Dilma foi uma resistente, vinda das hostes de um outro herói, Leonel Brizola. Sua eleição é o coroamento do longo caminho das batalhas sociais em favor do povo e da liberdade, que são por uma melhor repartição do pão e por uma melhor remuneração do trabalho da maioria da população.

Depois de quase quinhentos anos de um Brasil governado sempre pelas mesmas famílias, pelas mesmas oligarquias, houve a ascenção de um filho do povo. A Casa Grande perdeu para os habitantes da Senzala e um Brasil mais justo vai surgindo, mesmo diante de numerosas tentativas para se devolver o poder aos seus antigos detentores. Oito anos, tantas vezes conturbados pelas dificuldades de se governar com um Parlamento viciado na corrupção, é um tempo curto demais para se contrapor aos quase 500 da elite branca e rica brasileira, disposta tantas vezes a vender e a ceder nossas riquezas em troca de vantagens pessoais.

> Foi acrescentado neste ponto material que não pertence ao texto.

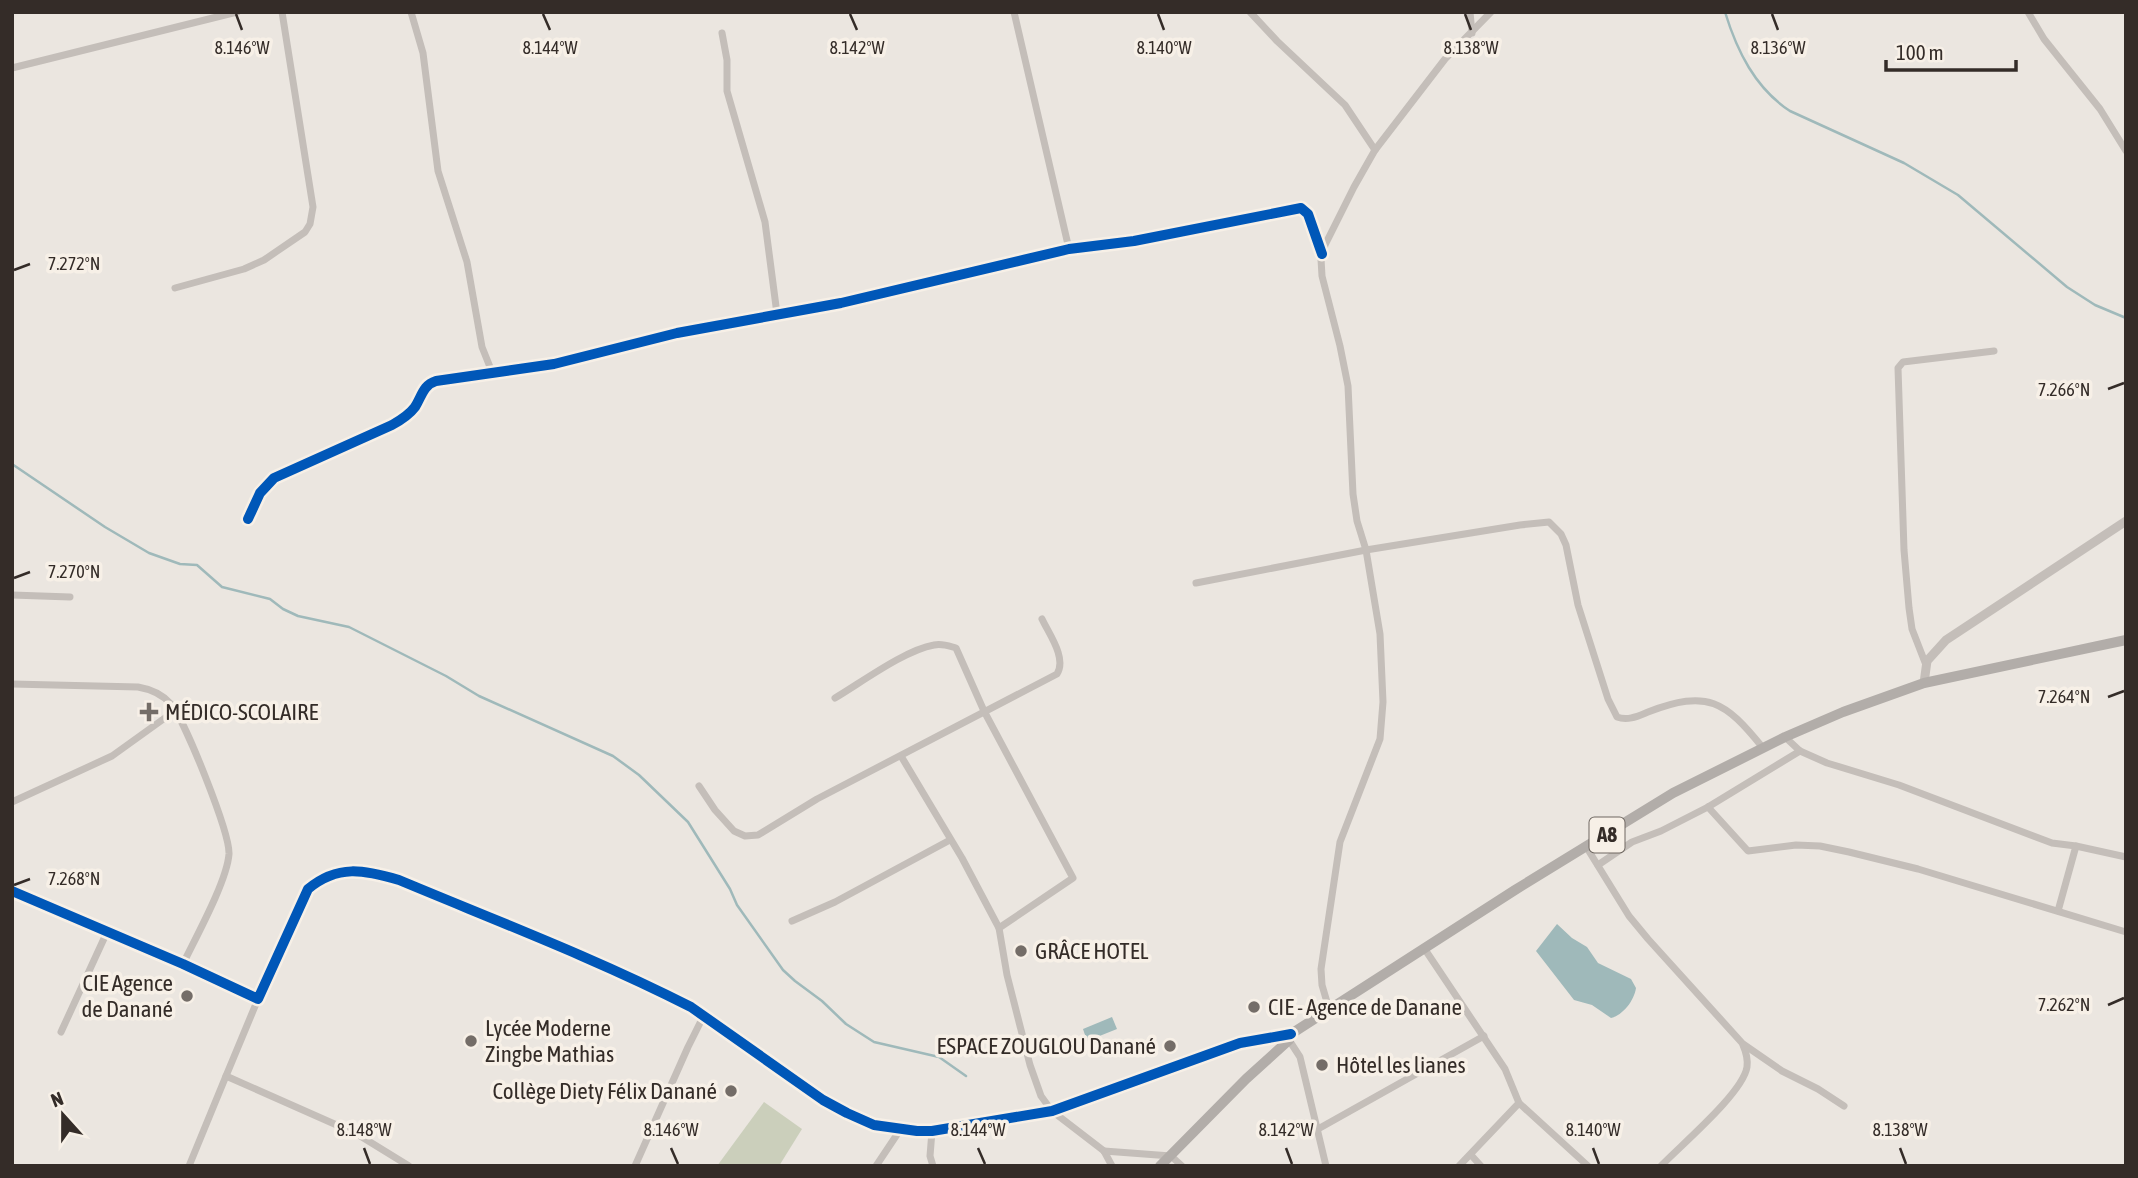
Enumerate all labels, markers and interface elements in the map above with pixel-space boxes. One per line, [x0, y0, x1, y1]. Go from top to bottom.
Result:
scale bar [1886, 28, 2016, 72]
text: 8.146°W [214, 37, 270, 58]
text: 8.144°W [522, 37, 578, 58]
text: 8.142°W [829, 37, 885, 58]
text: 8.140°W [1136, 37, 1192, 58]
text: 8.138°W [1443, 37, 1499, 58]
text: 8.136°W [1750, 37, 1806, 58]
text: 100 m [1896, 40, 1944, 64]
text: 7.272°N [48, 253, 100, 274]
text: 7.266°N [2038, 379, 2090, 400]
text: 7.270°N [48, 561, 100, 582]
text: 7.264°N [2038, 686, 2090, 707]
place label: MÉDICO-SCOLAIRE [165, 699, 319, 725]
marker: MÉDICO-SCOLAIRE [139, 702, 159, 722]
road number: A8 [1590, 818, 1624, 852]
text: 7.268°N [48, 868, 100, 889]
place label: GRÂCE HOTEL [1035, 938, 1148, 964]
marker: GRÂCE HOTEL [1013, 943, 1029, 959]
place label: CIE Agence de Danané [81, 970, 173, 1022]
marker: CIE Agence de Danané [179, 988, 195, 1004]
place label: CIE - Agence de Danane [1268, 994, 1462, 1020]
text: 7.262°N [2038, 994, 2090, 1015]
marker: CIE - Agence de Danane [1246, 999, 1262, 1015]
place label: Lycée Moderne Zingbe Mathias [485, 1015, 614, 1067]
marker: Lycée Moderne Zingbe Mathias [463, 1033, 479, 1049]
place label: ESPACE ZOUGLOU Danané [936, 1033, 1156, 1059]
marker: ESPACE ZOUGLOU Danané [1162, 1038, 1178, 1054]
place label: Hôtel les lianes [1336, 1052, 1466, 1078]
marker: Hôtel les lianes [1314, 1057, 1330, 1073]
place label: Collège Diety Félix Danané [492, 1078, 717, 1104]
north arrow [28, 1080, 98, 1150]
marker: Collège Diety Félix Danané [723, 1083, 739, 1099]
text: N [48, 1087, 66, 1111]
text: 8.148°W [336, 1119, 392, 1140]
text: 8.146°W [643, 1119, 699, 1140]
text: 8.144°W [950, 1119, 1006, 1140]
text: 8.142°W [1258, 1119, 1314, 1140]
text: 8.140°W [1565, 1119, 1621, 1140]
text: 8.138°W [1872, 1119, 1928, 1140]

Dilma Rousseff, a corajosa mulher dos anos 60, que viveu três anos nas escuras celas do Dops, por afrontar os militares – nisso sobrepujando tantos homens, dispostos por covardia a se submeter aos fardados – é hoje a garantia de um novo governo em favor do povo e não em favor dos ricos e suas oligarquias.

O Brasil é exemplo de democracia na América Latina, mostra um enorme avanço tecnológico ao ser capaz de apurar rapidamente as eleições que, nos EUA, demoram um mês em meio a trapaças de toda espécie.

A derrota de Serra sela o fim de um época. Por um bom tempo, poderemos ter a certeza da manutenção dos verdadeiros representantes do povo no poder, mesmo sob a pressão do cartel da imprensa da direita, que confunde liberdade de expressão com manipulação e engodo do povo com seus telejornais supérfluos, suas telenovelas modificadoras da nossa cultura e com sua máquina de informação implantada por todo o país sem contrapartida, numa verdadeira ditadura latente e invisível mas eficaz.

Dilma, a resistente de ontem é a nossa presidenta de hoje, numa extraordinária revanche aos golpistas, torturadores e assassinos do passado, ainda saudosos dos anos em que enterraram aqueles anos ricos em cultura e manifestação popular. Os tempos mudaram, graças aos resistentes, o Brasil se transformou, graças aos anos Lula numa potência mundial, que Dilma, representante das mulheres brasileiras, tantas vezes oprimidas e obrigadas a ficar na cozinha, vai continuar.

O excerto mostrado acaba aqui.